In this query, you'll see four different objects in the hierarchy beyond the base object: StuffArray, QuotedStuffArray, WhyItMatters, and ButThisIsFine. The StuffArray object is exactly what I want all of my objects to look like - pure JSON without anything escaped. However, when I begin to put my SELECT syntax inside of my CASE statements, my results begin to be quoted, as shown by the QuotedStuffArray object. So for the first two objects, this is fine. But I have a problem where I sometimes need to do a conditional UNION of two hardcoded values which forces me to put my SELECT into the CASE statement as shown by the WhyItMatters object.

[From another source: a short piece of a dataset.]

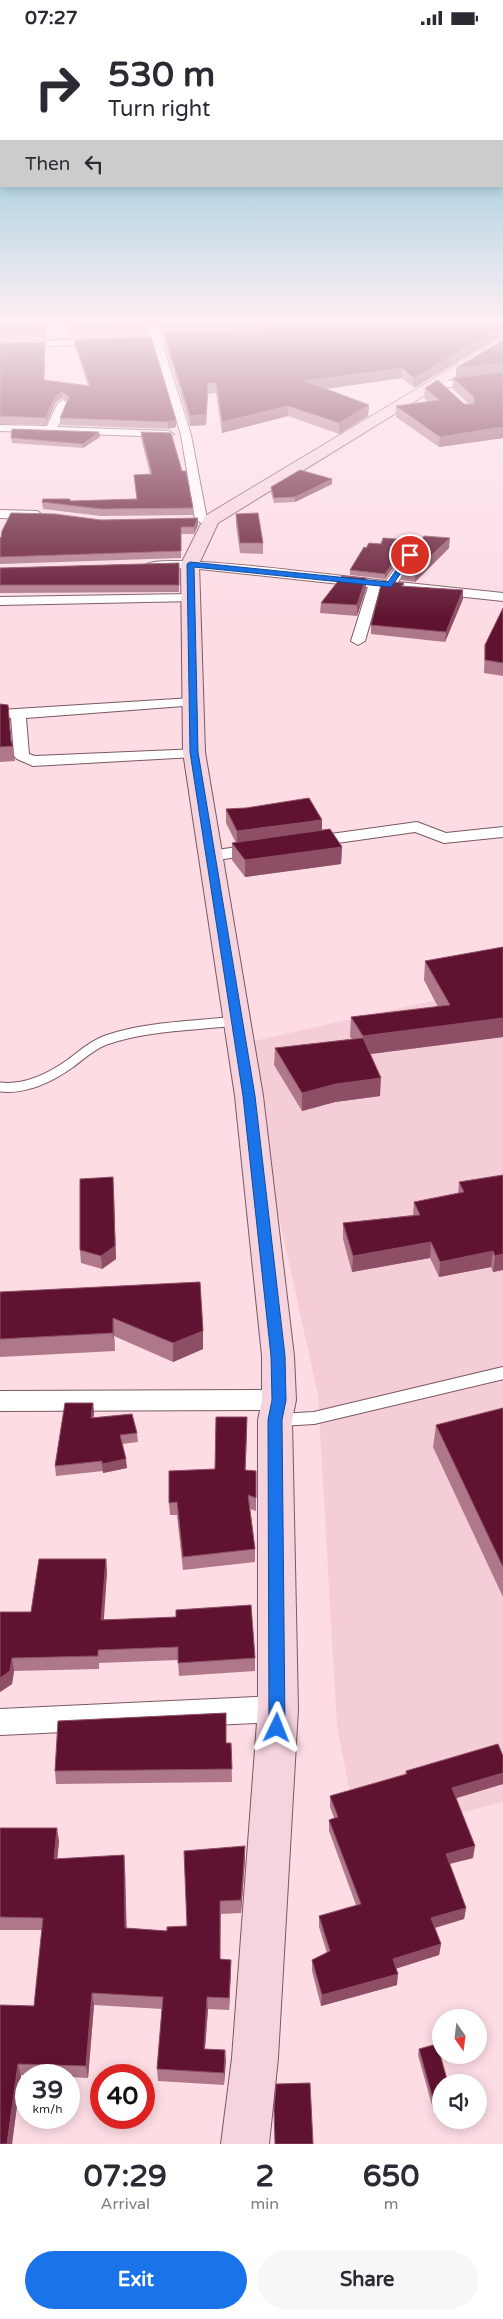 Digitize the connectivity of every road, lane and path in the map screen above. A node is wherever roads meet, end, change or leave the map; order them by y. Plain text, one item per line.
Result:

The ButThisIsFine object produces the output formated like I want the WhyItMatters object to be formatted but it removes the conditional UNION, which I need.

How can I get this last WhyItMatters object to produce pure JSON without escaped quotes just like the ButThisIsFine object while keeping in that conditional UNION statement?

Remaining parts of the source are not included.